Fresh Fruit – and Plants
This is the season for oranges and grapefruits locally grown here. I picked up a bag of about 2 dozen oranges for $4.00 from a roadside stand, and a lady neighbour of the park dropped off bags and bags of free grapefruit for the residents. So my fridge compartment is loaded with these delicious citrus fruits. They are so much better than what can be bought in Canada at this time of year.
As for the plants, well, I just couldn’t resist visiting a nursery called Distinctive Landscapes, which is located on the road into Casa Grande. I actually stopped by to see if I could buy some eggs from their free-range chickens, but alas, there were 32 orders ahead of me! But I added my name to the list and hopefully I’ll be able to get some before I leave.
As I was wandering around the gorgeous rows of cacti, citrus plants and geraniums, I spied some flats of lithops (stone flower) and euphorbia obesum, both of which I used to have back in Pickering when there was a greenhouse. These are succulents that are hard to find. I couldn’t resist buying one of each, especially since the prices were so reasonable – only $1.98 each. Then of course I had to find a nice pot to put them in. I headed off to the nearby thrift store where there are all sorts of bargains available and found a suitable small pot for only $4.
A Published Author
Doug Thompson is a free spirited man who travels wherever he wishes in his trailer, writing. He has several books that he has published and so far I have finished one called Trapper Lake (the story of a woman who lives in the Minnesota wilderness), and am about to start on another one called The Human Tribe. It is refreshing to meet and chat with someone who can challenge you intellectually.

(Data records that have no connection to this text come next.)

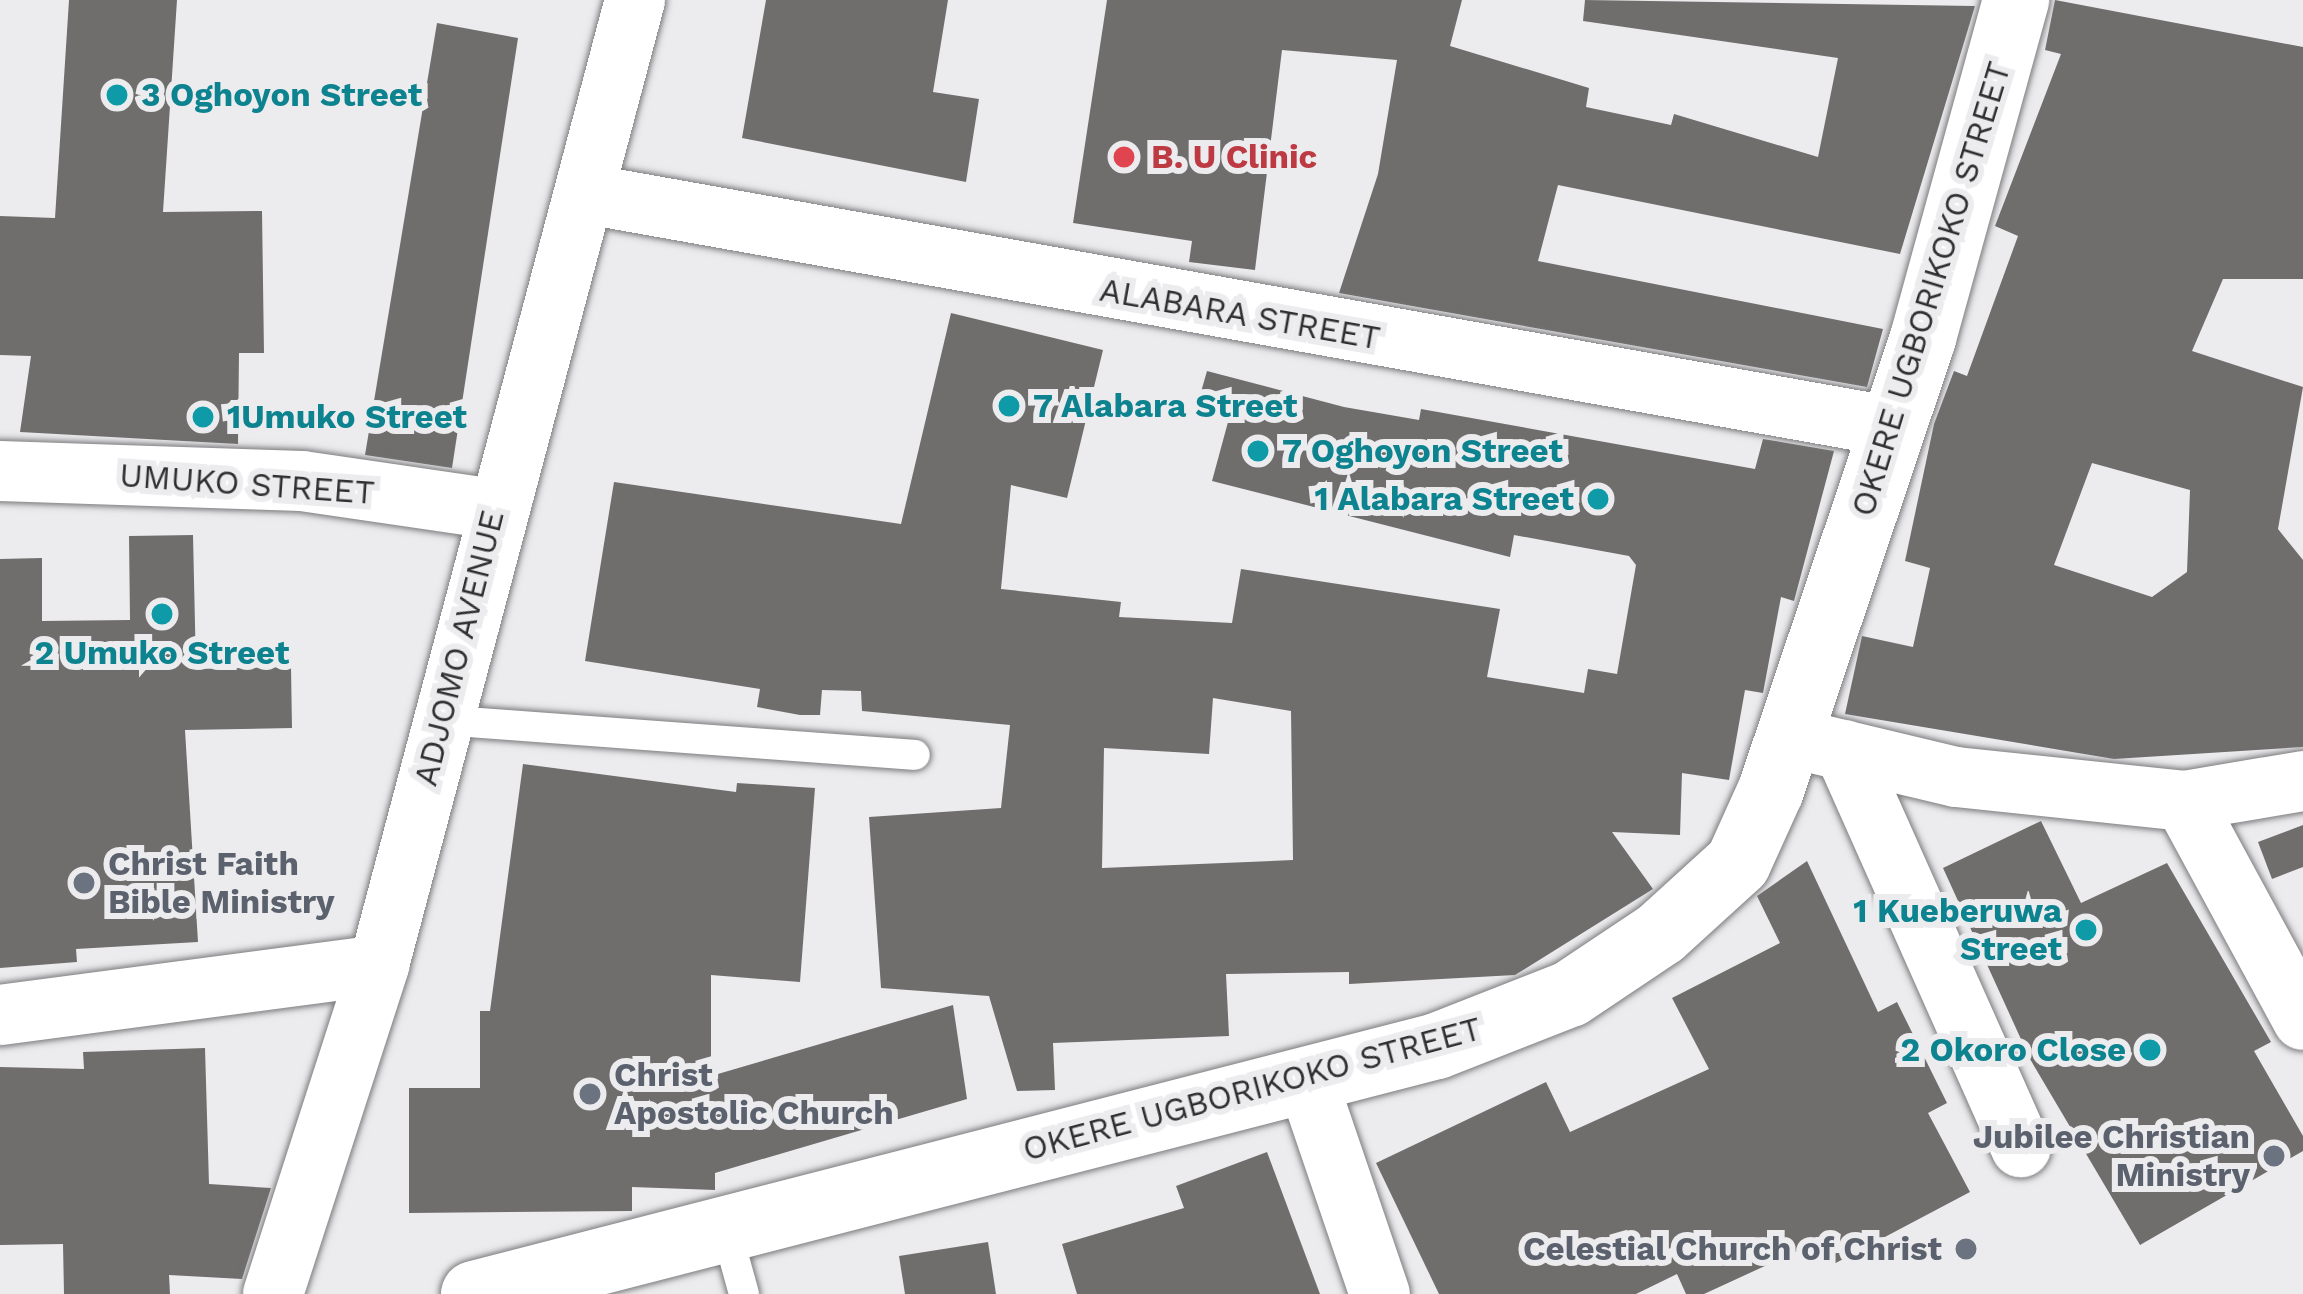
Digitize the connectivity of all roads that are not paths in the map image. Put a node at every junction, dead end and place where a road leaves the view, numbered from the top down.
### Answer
1 (635, 0) edge
2 (2016, 0) edge
3 (587, 194) junction
4 (1894, 427) junction
5 (0, 471) edge
6 (494, 508) junction
7 (440, 720) junction
8 (1816, 743) junction
9 (915, 755) dead end
10 (2303, 781) edge
11 (2184, 801) junction
12 (379, 965) junction
13 (0, 1015) edge
14 (2303, 1020) edge
15 (1307, 1080) junction
16 (2021, 1147) dead end
17 (726, 1229) junction
18 (273, 1294) edge
19 (474, 1294) edge
20 (744, 1294) edge
21 (1380, 1294) edge

1 - 3 street, ADJOMO AVENUE
2 - 4 street, OKERE UGBORIKOKO STREET
3 - 4 street, ALABARA STREET
3 - 6 street, ADJOMO AVENUE
4 - 8 street, OKERE UGBORIKOKO STREET
5 - 6 street, UMUKO STREET
6 - 7 street, ADJOMO AVENUE
7 - 9 lane
7 - 12 street, ADJOMO AVENUE
8 - 11 street
8 - 15 street, OKERE UGBORIKOKO STREET
8 - 16 street
10 - 11 street
11 - 14 street
12 - 13 street
12 - 18 street, ADJOMO AVENUE
15 - 17 street, OKERE UGBORIKOKO STREET
15 - 21 street
17 - 19 street, OKERE UGBORIKOKO STREET
17 - 20 lane

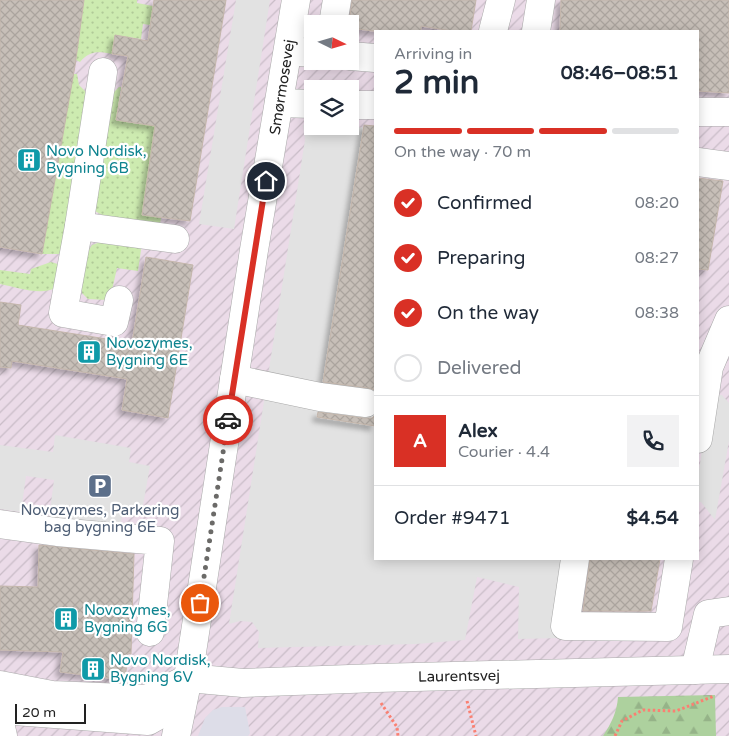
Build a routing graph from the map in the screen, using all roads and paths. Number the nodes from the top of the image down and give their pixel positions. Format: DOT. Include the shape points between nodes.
graph roads {
  1 [pos="296,0"];
  2 [pos="337,0"];
  3 [pos="501,0"];
  4 [pos="542,0"];
  5 [pos="334,15"];
  6 [pos="494,30"];
  7 [pos="536,30"];
  8 [pos="300,52"];
  9 [pos="359,57"];
  10 [pos="374,58"];
  11 [pos="103,72"];
  12 [pos="279,104"];
  13 [pos="304,104"];
  14 [pos="359,105"];
  15 [pos="374,105"];
  16 [pos="699,112"];
  17 [pos="729,112"];
  18 [pos="699,162"];
  19 [pos="729,166"];
  20 [pos="79,226"];
  21 [pos="175,239"];
  22 [pos="119,300"];
  23 [pos="729,320"];
  24 [pos="234,379"];
  25 [pos="366,403"];
  26 [pos="699,432"];
  27 [pos="0,524"];
  28 [pos="575,560"];
  29 [pos="679,560"];
  30 [pos="729,611"];
  31 [pos="150,632"];
  32 [pos="726,669"];
  33 [pos="695,670"];
  34 [pos="466,676"];
  35 [pos="188,678"];
  36 [pos="378,678"];
  37 [pos="0,685"];
  38 [pos="0,710"];
  39 [pos="0,723"];
  40 [pos="3,736"];
  41 [pos="176,736"];
  42 [pos="398,736"];
  43 [pos="476,736"];
  44 [pos="615,736"];
  1 -- 8 [label="street, Smørmosevej"];
  2 -- 5 [label="street"];
  3 -- 6 [label="street"];
  4 -- 7 [label="street"];
  8 -- 12 [label="street, Smørmosevej"];
  9 -- 10 [label="street"];
  11 -- 20 [label="street"];
  12 -- 13 [label="street"];
  12 -- 24 [label="street, Smørmosevej"];
  14 -- 15 [label="street"];
  16 -- 17 [label="street"];
  18 -- 19 [label="street"];
  20 -- 21 [label="street"];
  20 -- 22 [label="street" via="52,312 114,322"];
  23 -- 26 [label="street" via="709,367"];
  24 -- 25 [label="street" via="312,396"];
  24 -- 35 [label="street, Smørmosevej"];
  27 -- 31 [label="street" via="160,541"];
  28 -- 29 [label="street" via="565,626 668,627"];
  30 -- 33 [label="street" via="708,614"];
  32 -- 33 [label="street, Laurentsvej"];
  32 -- 44 [label="path" via="720,694 676,711 643,710 622,721"];
  33 -- 34 [label="street, Laurentsvej"];
  34 -- 36 [label="street, Laurentsvej"];
  34 -- 43 [label="path" via="468,706"];
  35 -- 36 [label="street, Laurentsvej" via="243,683"];
  35 -- 37 [label="street" via="147,699 52,695"];
  35 -- 38 [label="street, Smørmosevej" via="164,712 148,722"];
  35 -- 41 [label="street, Smørmosevej"];
  36 -- 42 [label="path" via="381,703 397,727"];
  39 -- 40 [label="street"];
}
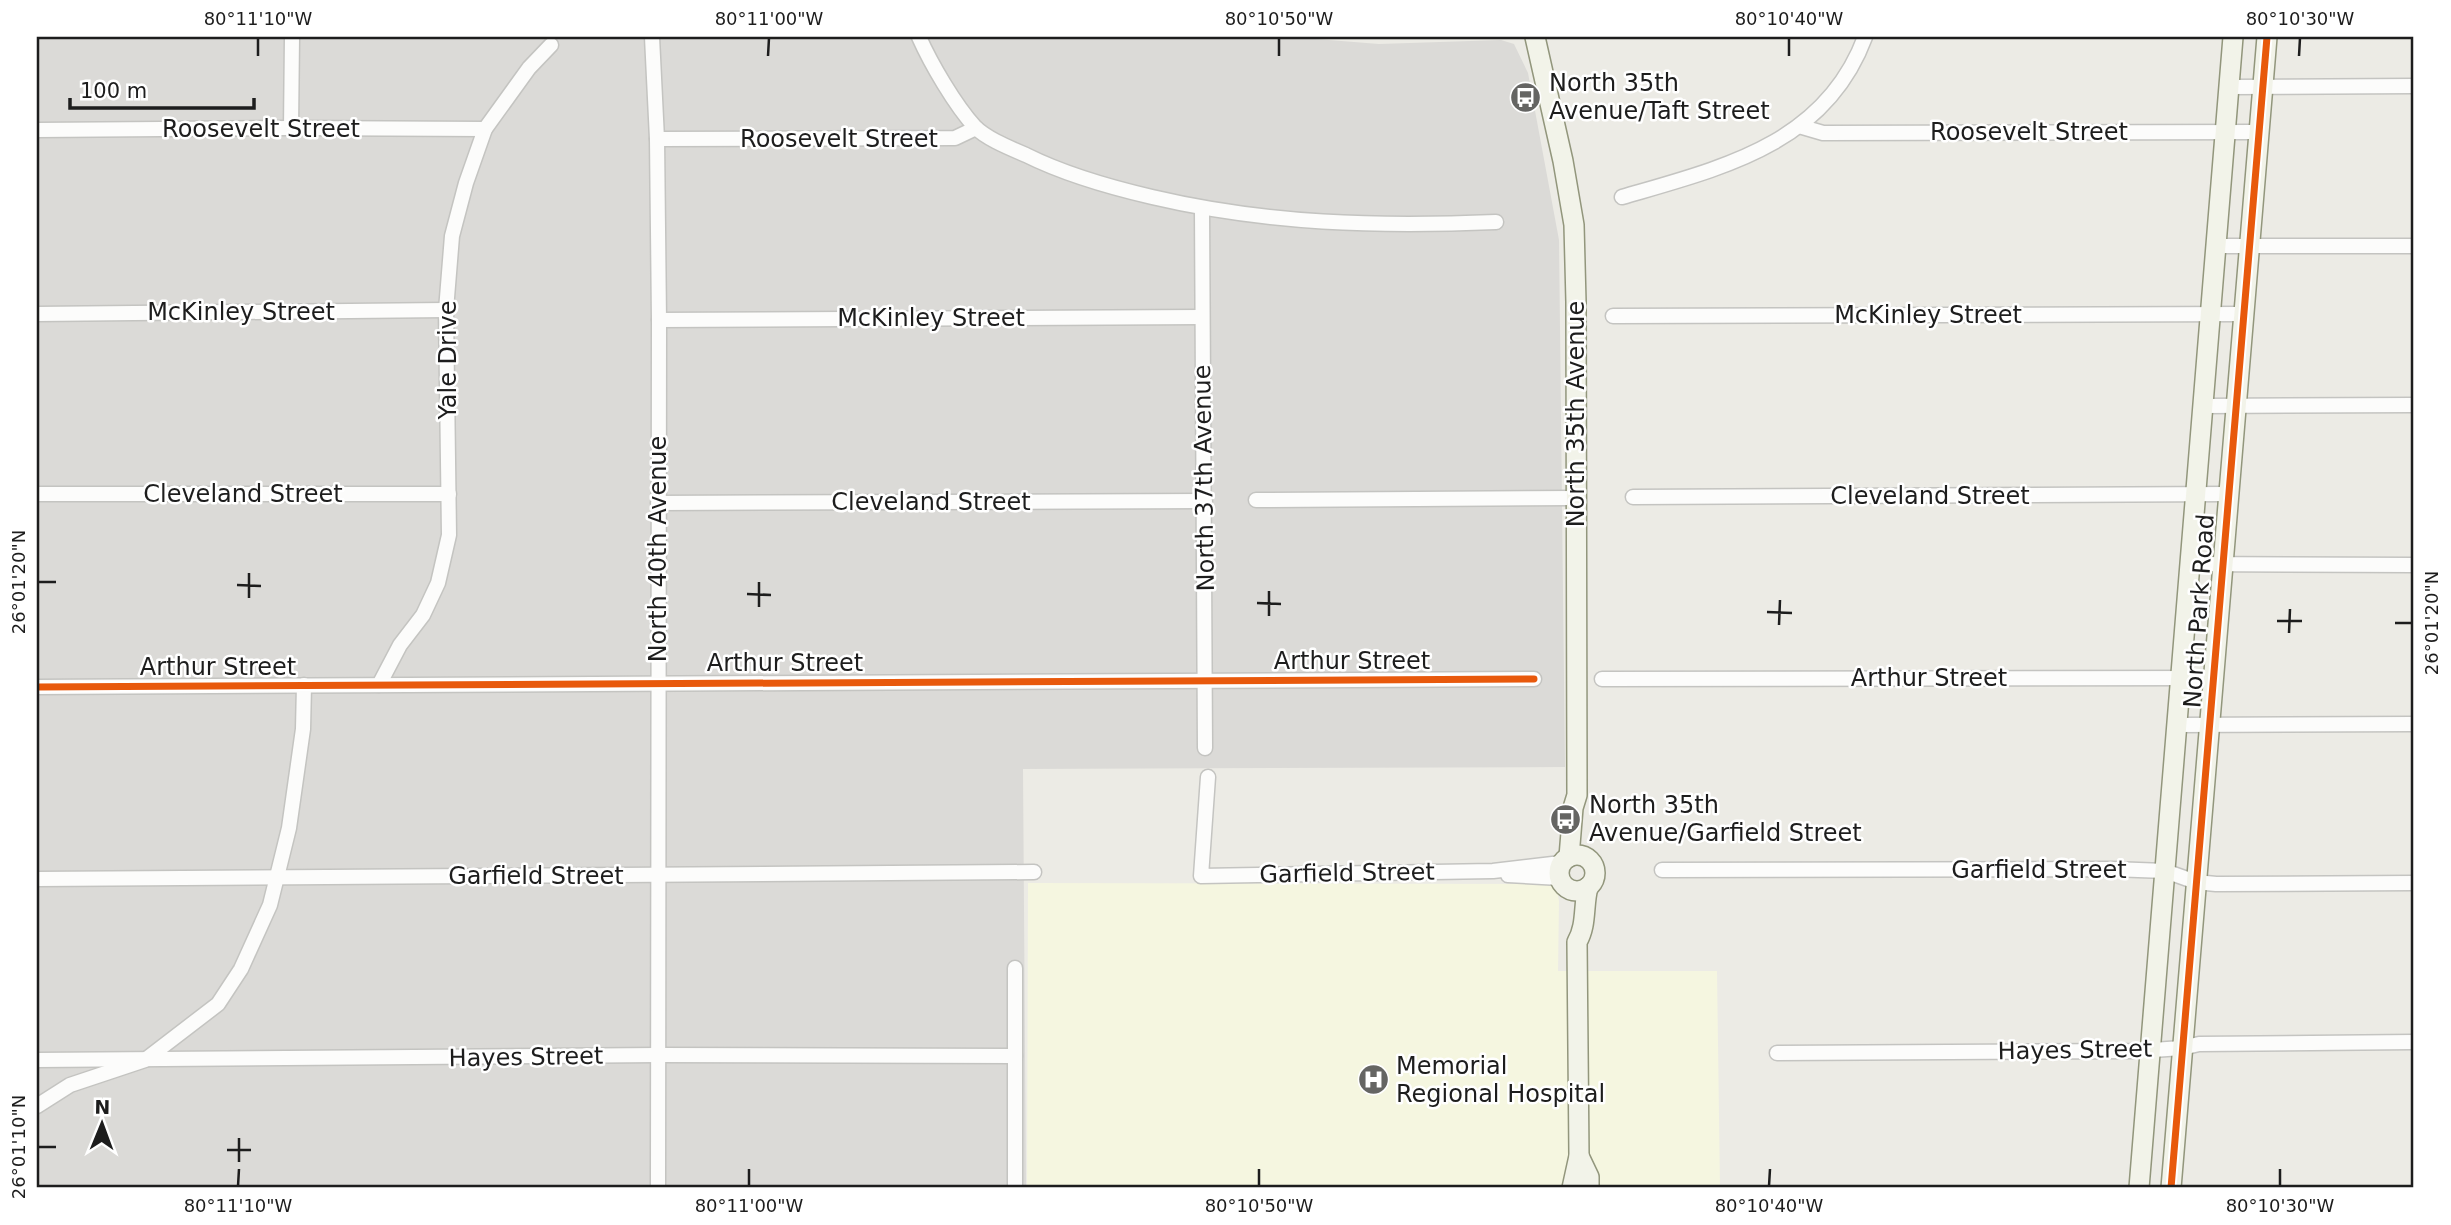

He seems to have lived quite an interesting life, and is leaving here in early March to head south to Benson, Arizona. Since I will be heading that way myself, we will probably meet up and explore some of the area together.
One of the ladies who took my jewelry class is Jane Webster. She and her husband Charlie live in one of the double wides here during the winter (Wyoming is their permanent home), and she had offered her place to do some beading together. I took her up on her offer on Saturday, February 28, and we spent several pleasant hours together helping each other with suggestions. I managed to make a few necklaces and a bracelet and plan to exhibit mine at the craft show that is planned here in the park for tomorrow. Jane, in turn, repaired a couple of gorgeous necklaces that she already had, including one spectacular turquoise and silver necklace, so we each probably accomplished more together than we would have separately. I don’t really have room in my motorhome to spread out my materials and that hampers me from starting, so going to Jane’s gave me the incentive to work on this craft that I really enjoy.
I realized after reading this blog that I hadn’t mentioned Ripley, so thought I should add a few lines about my wonderful companion. She still charms everyone and has made many friends in the park. As we walk around she greets them all and has to growl at some of the resident dogs too. There are plans to build a dog park in the back area, so it will be nice to let them run loose.
Penny with Ripley
I do make a point of taking Ripley out of the park every day to let her off leash to chase her ball – still her favourite activity.